A Walk in the Dark
Digitale Fußspuren von Wut- und Reichsbürgern
Außerdem im Blitzlicht:
Musks Twitter und der Hass im Netz
Die Gesellschaft des digitalen Spektakels
Bange sahen im September viele dem Winter entgegen. Vor aufkommenden Massenprotesten, gar vor Volksaufständen wurde gewarnt. Insbesondere demokratiefeindliche Akteure sahen in der drohenden Energieknappheit eine Mobilisierungschance. Der »heiße Herbst«, der das Spektakel einleiten sollte, entpuppte sich jedoch als heiße Luft. Wie in diesem Trendreport anhand von Telegram-Daten beleuchtet wird, hat das Thema der Energiekrise nie wirklich gezündet. Dass uns nach diesem müden Auftakt ein »Wutwinter« ins Haus steht, darf bezweifelt werden.

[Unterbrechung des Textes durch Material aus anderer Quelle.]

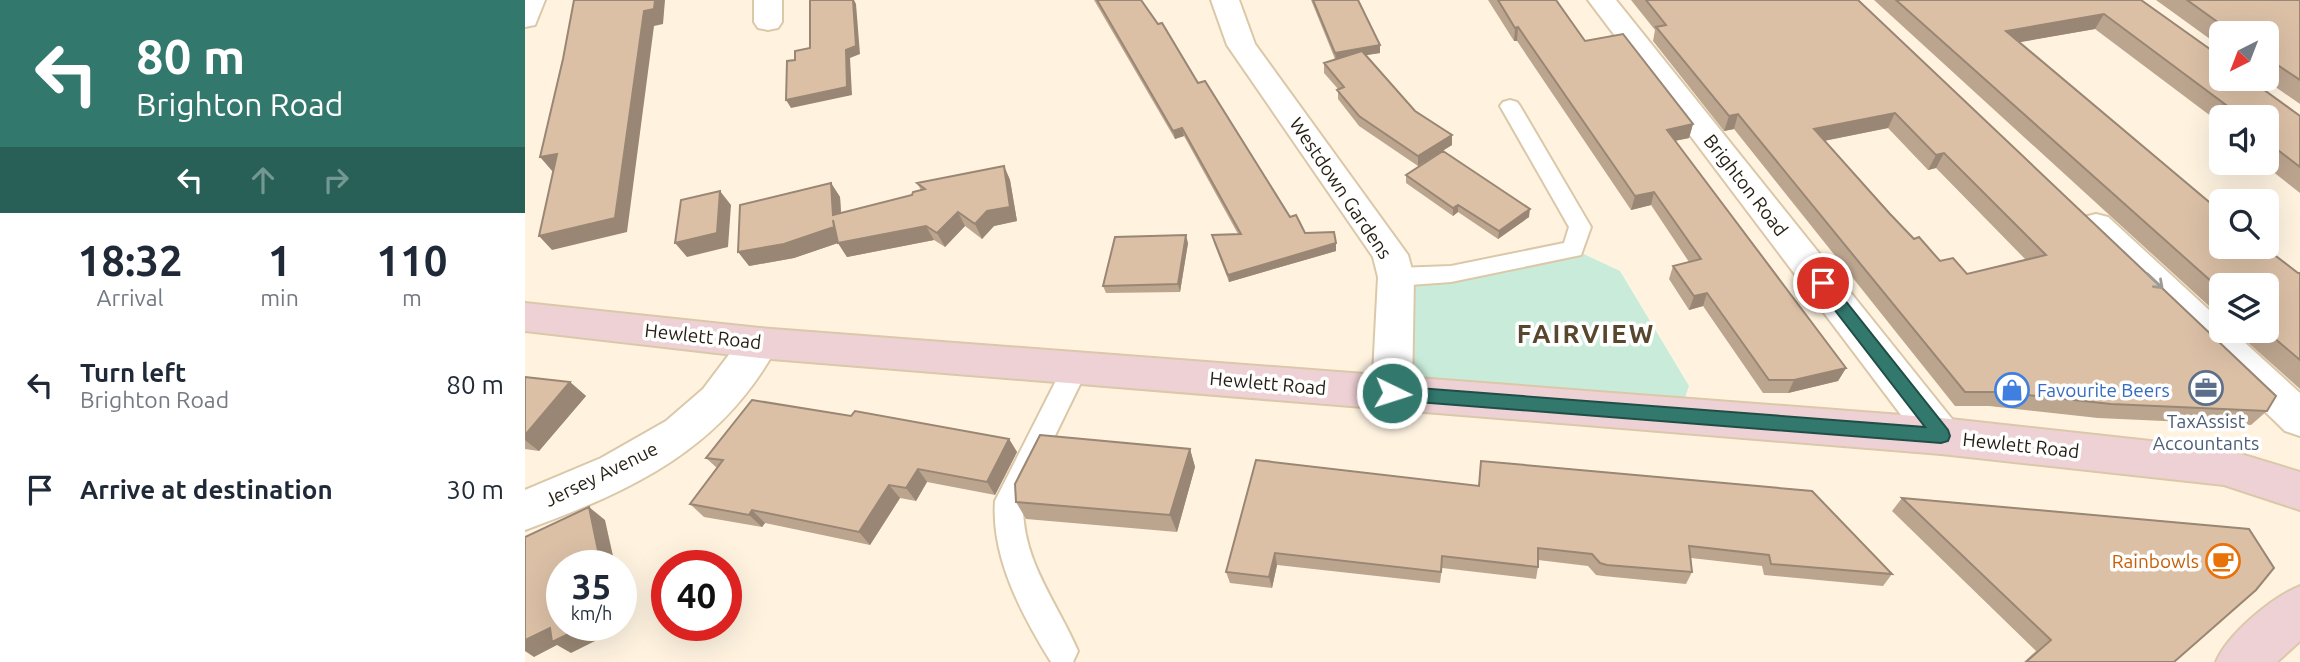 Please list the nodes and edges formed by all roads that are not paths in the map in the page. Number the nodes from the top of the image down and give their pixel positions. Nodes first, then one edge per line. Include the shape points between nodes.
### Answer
1 (531, 0) edge
2 (1226, 0) edge
3 (1602, 0) edge
4 (525, 19) edge
5 (1510, 106) dead end
6 (2076, 208) edge
7 (1396, 277) junction
8 (525, 317) edge
9 (760, 343) junction
10 (1075, 368) junction
11 (1392, 393) junction
12 (2300, 419) edge
13 (1941, 436) junction
14 (2300, 491) edge
15 (525, 510) edge
16 (2300, 609) edge
17 (1062, 651) dead end
18 (2241, 662) edge

1 - 4 street
2 - 7 street, Westdown Gardens via 1241,45 1390,255
3 - 13 street, Brighton Road
5 - 7 lane via 1580,227 1573,250 1451,274
6 -> 12 street
7 - 11 street, Westdown Gardens
8 - 9 street, Hewlett Road
9 - 10 street, Hewlett Road
9 - 15 street, Jersey Avenue via 716,402 672,440 610,474
10 - 11 street, Hewlett Road
10 - 17 lane via 1007,511 1020,567
11 - 13 street, Hewlett Road
13 - 14 street, Hewlett Road via 2224,467
16 - 18 street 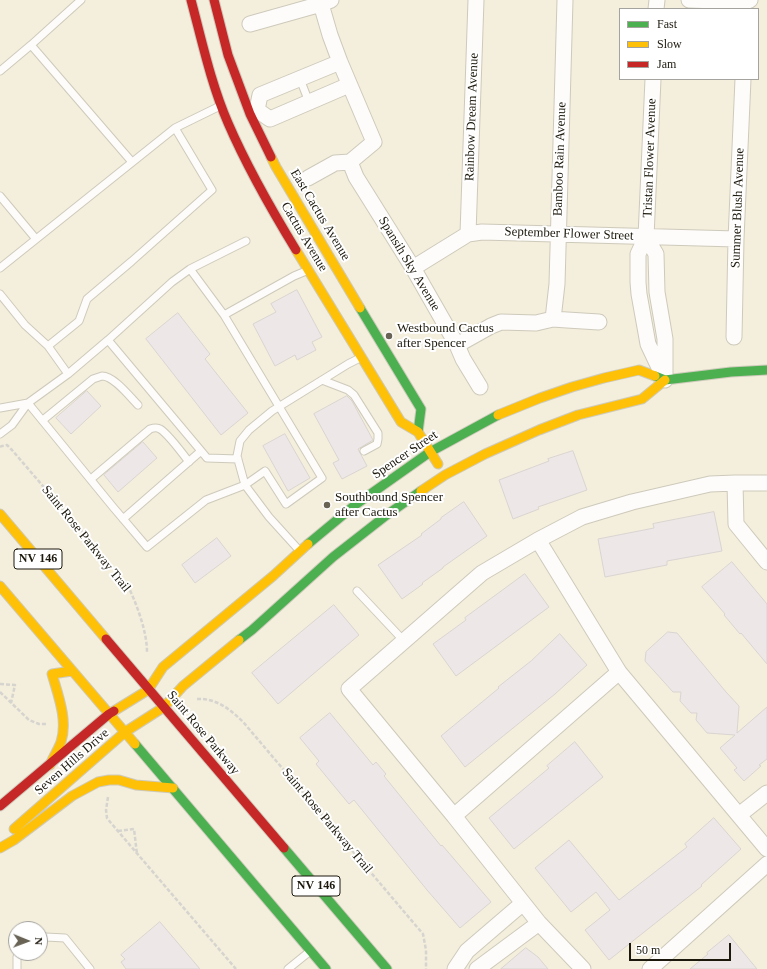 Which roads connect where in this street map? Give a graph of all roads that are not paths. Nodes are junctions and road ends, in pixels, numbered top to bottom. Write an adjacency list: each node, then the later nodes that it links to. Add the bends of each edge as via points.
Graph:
1 (81, 0): 12 (lane)
2 (191, 0): 11 (main road, Cactus Avenue)
3 (214, 0): 22 (main road, East Cactus Avenue, via 228,55)
4 (476, 0): 30 (street, Rainbow Dream Avenue)
5 (565, 0): 31 (street, Bamboo Rain Avenue)
6 (689, 0): 8 (street)
7 (326, 2): 9 (street); 14 (street, via 330,35)
8 (747, 4)
9 (290, 6): 10 (street)
10 (250, 24)
11 (201, 39): 13 (main road); 21 (main road, Cactus Avenue)
12 (31, 45): 15 (lane); 24 (lane)
13 (215, 55)
14 (340, 62): 16 (street); 19 (street)
15 (0, 71)
16 (300, 79): 20 (lane); 22 (street, via 260,95)
17 (653, 80): 32 (street, Tristan Flower Avenue)
18 (743, 80): 34 (street, Summer Blush Avenue)
19 (349, 85): 20 (street); 25 (street, via 374,142)
20 (309, 102): 22 (street, via 270,119)
21 (221, 105): 23 (lane); 29 (main road, Cactus Avenue, via 252,174)
22 (248, 115): 45 (main road, East Cactus Avenue)
23 (175, 128): 24 (lane); 49 (lane, via 212,190 87,299 79,321)
24 (132, 162): 33 (lane)
25 (350, 162): 26 (street, via 334,163); 37 (street, Spansih Sky Avenue, via 356,177)
26 (308, 178)
27 (266, 180): 29 (main road)
28 (0, 196): 33 (lane)
29 (269, 204): 39 (main road, Cactus Avenue)
30 (468, 234): 31 (street, September Flower Street); 37 (street, September Flower Street)
31 (558, 234): 32 (street, September Flower Street); 43 (street, Bamboo Rain Avenue)
32 (646, 237): 34 (street, September Flower Street); 54 (street, Tristan Flower Avenue, via 656,254 656,281 650,301 665,339)
33 (36, 239): 36 (lane)
34 (736, 240): 46 (street, Summer Blush Avenue)
35 (246, 241): 38 (lane)
36 (0, 268)
37 (413, 268): 48 (street, Spansih Sky Avenue)
38 (190, 269): 42 (lane); 47 (lane)
39 (312, 269): 42 (lane, via 294,276); 50 (main road, Cactus Avenue)
40 (0, 294): 49 (lane, via 25,325)
41 (350, 308): 45 (main road, via 364,322)
42 (224, 315): 58 (lane)
43 (553, 319): 44 (street); 48 (street, via 536,322 501,322)
44 (599, 322)
45 (369, 323): 61 (main road, East Cactus Avenue, via 421,409)
46 (734, 337)
47 (108, 340): 52 (lane); 63 (lane)
48 (457, 345): 55 (street, Spansih Sky Avenue)
49 (48, 346): 52 (lane)
50 (362, 357): 53 (lane); 61 (main road, Cactus Avenue, via 401,422)
51 (767, 370): 54 (main road, Spencer Street, via 724,372)
52 (68, 374): 56 (lane)
53 (322, 380): 58 (lane); 64 (lane, via 354,395 378,433 377,444)
54 (665, 380): 65 (main road, Spencer Street, via 638,370 572,387 502,413); 68 (main road, via 642,399 578,415 539,430)
55 (480, 387)
56 (28, 403): 59 (lane); 60 (lane); 62 (lane, via 12,425)
57 (138, 405): 60 (lane, via 116,382 100,376)
58 (278, 407): 66 (lane, via 249,430 240,441); 72 (lane, via 322,478 286,504 265,471)
59 (0, 408)
60 (43, 420): 69 (lane)
61 (418, 432): 65 (main road, Cactus Avenue)
62 (0, 434)
63 (201, 451): 66 (lane, via 207,458); 67 (lane)
64 (364, 451)
65 (430, 452): 68 (main road, Cactus Avenue); 76 (main road, Spencer Street, via 355,505)
66 (238, 459): 72 (lane)
67 (189, 462): 69 (lane, via 166,434 155,428 150,429); 74 (lane)
68 (445, 475): 84 (main road, via 388,514 333,557 252,630 183,686)
69 (90, 479): 74 (lane)
70 (735, 483): 71 (street); 75 (street, via 710,484 632,502 582,518); 77 (street, via 736,524)
71 (767, 483)
72 (245, 485): 74 (lane, via 206,500 147,547); 76 (lane, via 269,517)
73 (0, 514): 83 (main road, Saint Rose Parkway / NV 146)
74 (123, 519)
75 (538, 540): 80 (street, via 482,573); 82 (street)
76 (300, 551): 83 (main road, Spencer Street, via 163,667)
77 (767, 562)
78 (0, 586): 81 (main road)
79 (357, 591): 80 (lane)
80 (404, 641): 92 (street, via 349,689)
81 (72, 671): 85 (main road); 87 (main road, via 52,674 60,700 64,730)
82 (620, 672): 91 (street); 92 (street)
83 (148, 690): 84 (main road, Saint Rose Parkway / NV 146); 85 (main road, Seven Hills Drive)
84 (164, 707): 86 (main road, Seven Hills Drive); 104 (main road, Saint Rose Parkway / NV 146)
85 (109, 714): 86 (main road); 87 (main road, Seven Hills Drive)
86 (125, 732): 88 (main road); 93 (main road, Seven Hills Drive)
87 (50, 765): 90 (main road, Seven Hills Drive)
88 (173, 788): 94 (main road, via 136,785 119,780 98,782 72,796); 100 (main road)
89 (767, 792): 91 (street)
90 (0, 806)
91 (739, 815): 95 (street)
92 (454, 816): 97 (street)
93 (0, 841)
94 (0, 848)
95 (767, 849)
96 (767, 864): 108 (street)
97 (523, 903): 98 (street); 105 (street, via 467,951)
98 (539, 923): 106 (street); 107 (street)
99 (48, 937): 101 (lane, via 65,938)
100 (311, 951): 102 (lane); 103 (main road)
101 (88, 968)
102 (288, 969)
103 (326, 969)
104 (387, 969)
105 (455, 969)
106 (477, 969)
107 (583, 969)
108 (650, 969) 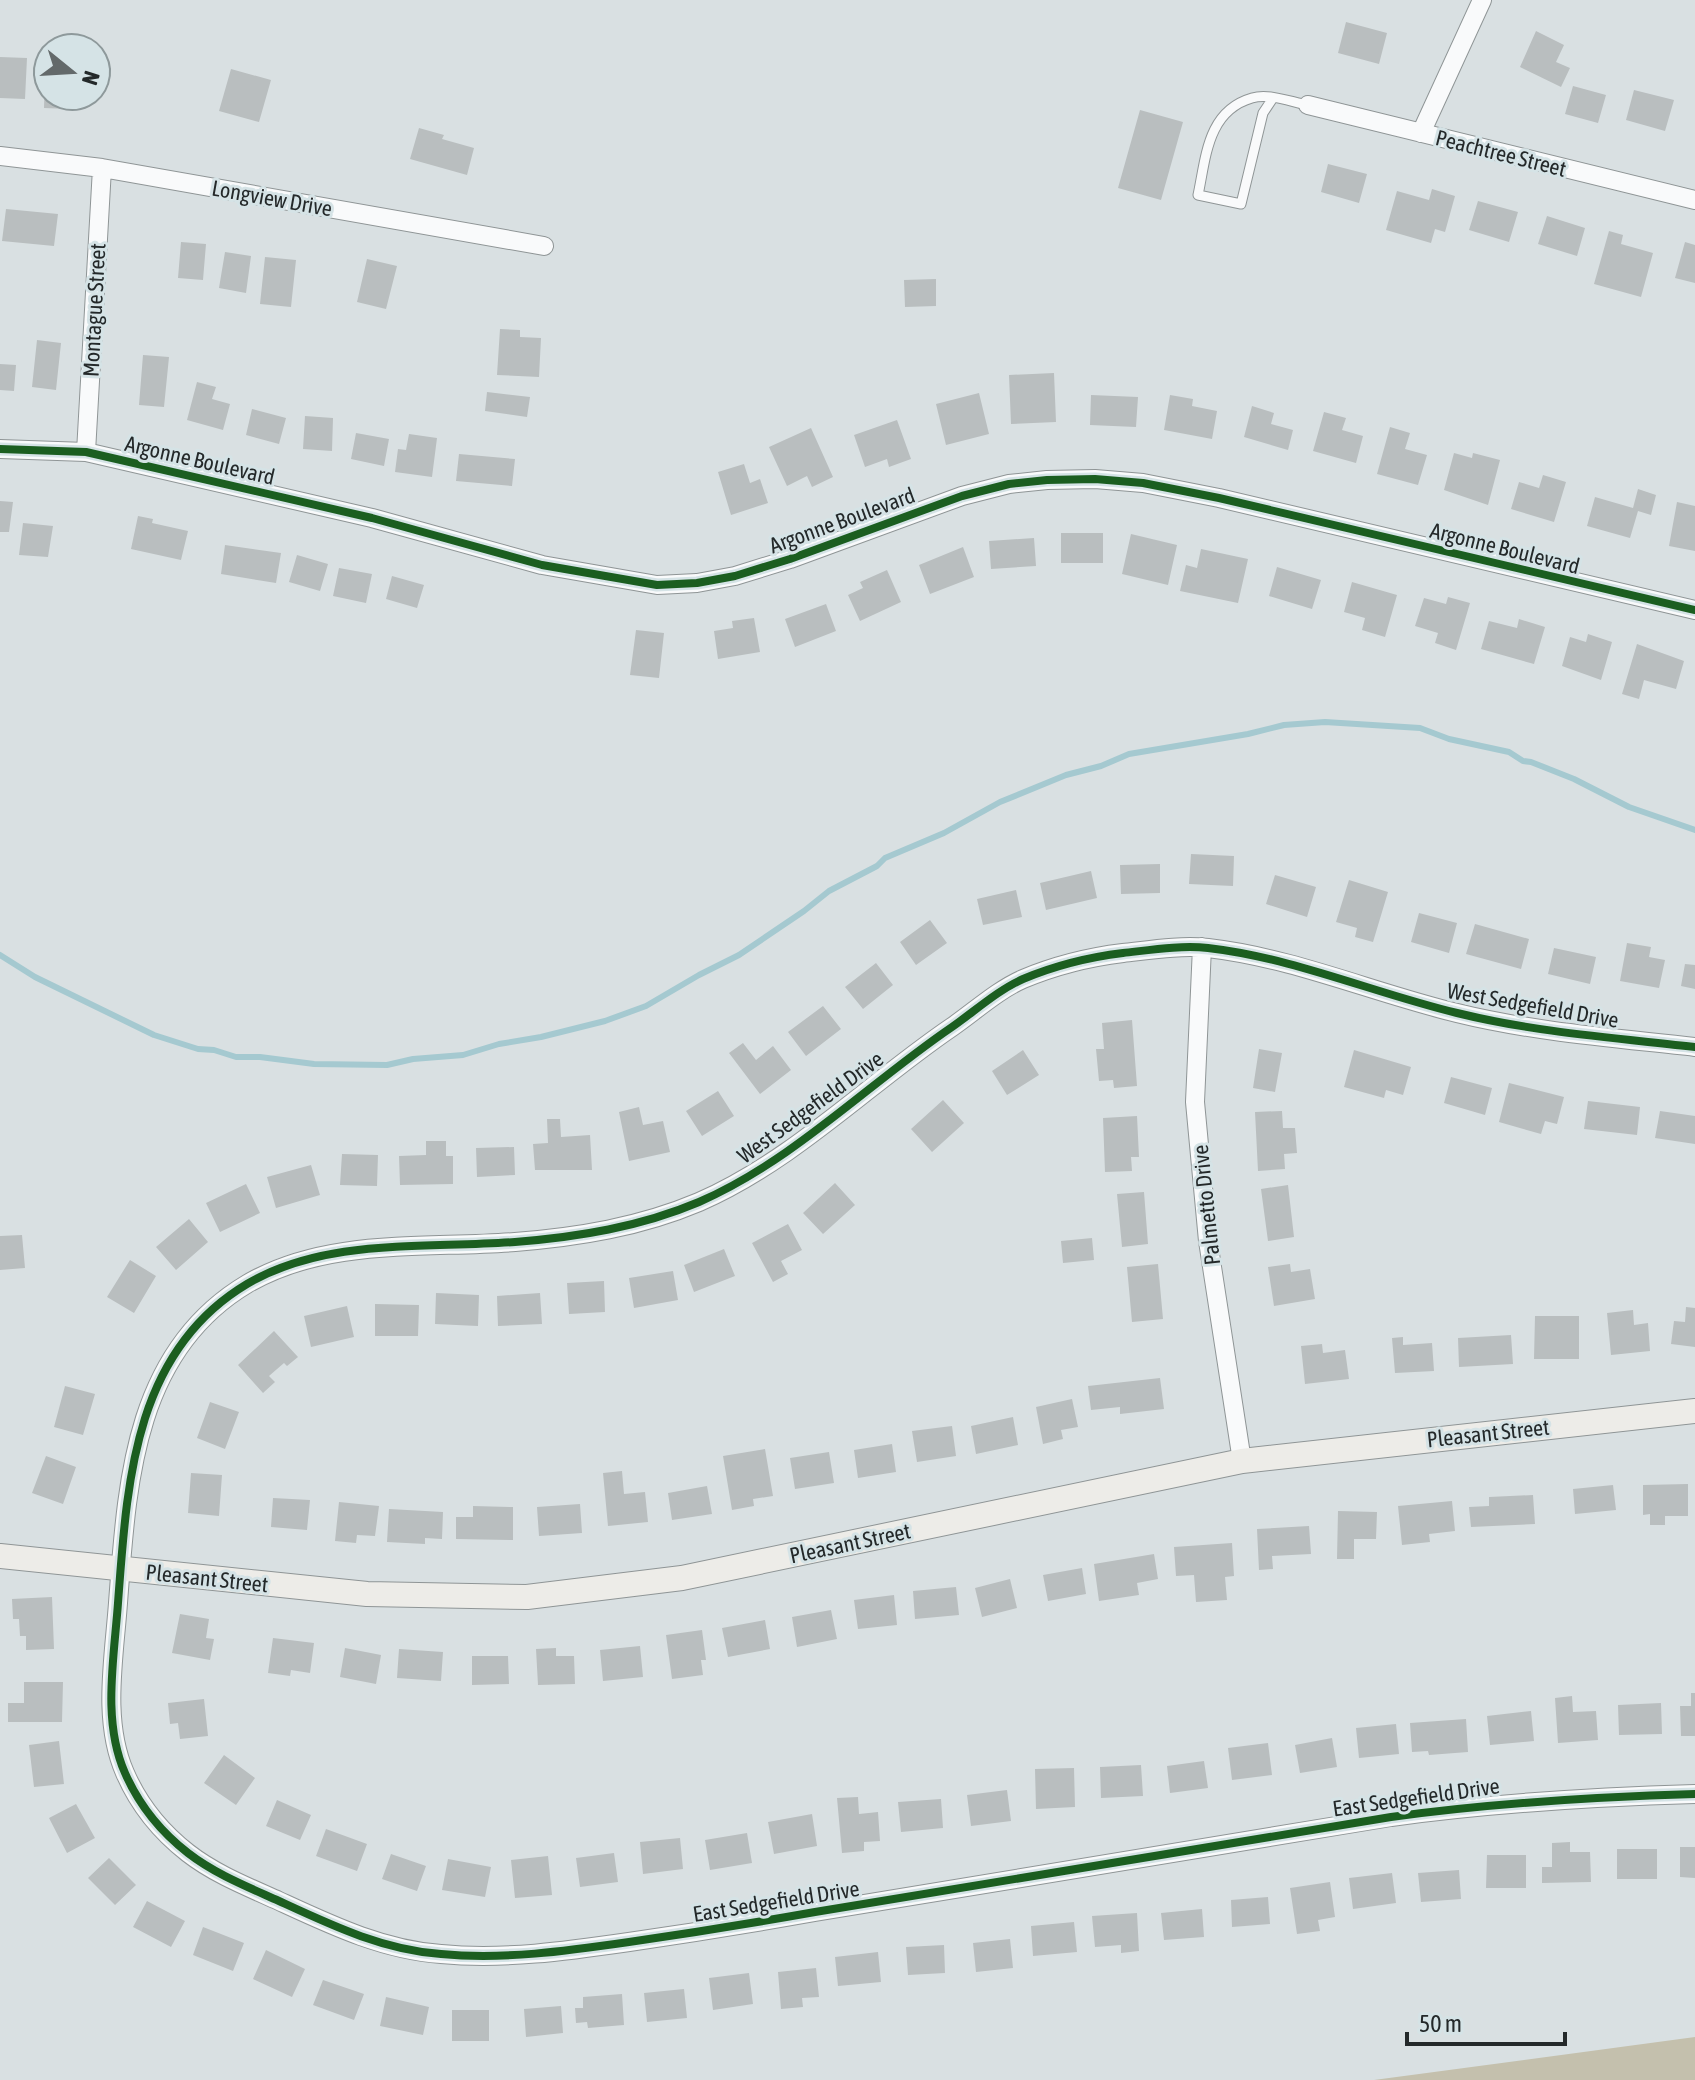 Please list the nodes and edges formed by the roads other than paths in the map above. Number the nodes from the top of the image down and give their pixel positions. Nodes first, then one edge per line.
1 (1482, 0) edge
2 (1273, 98) junction
3 (1308, 105) joint
4 (1421, 133) junction
5 (0, 156) edge
6 (102, 168) junction
7 (1695, 200) edge
8 (544, 246) dead end
9 (0, 449) edge
10 (86, 452) junction
11 (1695, 610) edge
12 (1202, 947) junction
13 (1695, 1047) edge
14 (1695, 1411) edge
15 (1242, 1461) junction
16 (0, 1556) edge
17 (121, 1569) junction
18 (1695, 1794) edge

1 - 4 street
2 - 2 lane
2 - 3 lane
3 - 4 street, Peachtree Street
4 - 7 street, Peachtree Street
5 - 6 street, Longview Drive
6 - 8 street, Longview Drive
6 - 10 street, Montague Street
9 - 10 street, Argonne Boulevard
10 - 11 street, Argonne Boulevard
12 - 13 street, West Sedgefield Drive
12 - 15 street, Palmetto Drive
12 - 17 street, West Sedgefield Drive
14 - 15 street, Pleasant Street
15 - 17 street, Pleasant Street
16 - 17 street, Pleasant Street
17 - 18 street, East Sedgefield Drive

Ruhig war es im demokratiefeindlichen Lager dennoch nicht.
Dass es unter der Oberfläche brodelt und viel im Verdeckten passiert, zeigen die Razzien gegen die Reichsbürger: ein Anlass, sich dieser Szene im Speziellen zu widmen. Der Radar geht daher auch der Frage nach, wie sie in die demokratiefeindliche Online-Sphäre eingebettet ist. Dieser Exkurs macht deutlich, dass das Monitoring der BAG flexibel auf aktuelle Ereignisse eingehen und wertvolle Hintergrundinformationen dazu liefern kann.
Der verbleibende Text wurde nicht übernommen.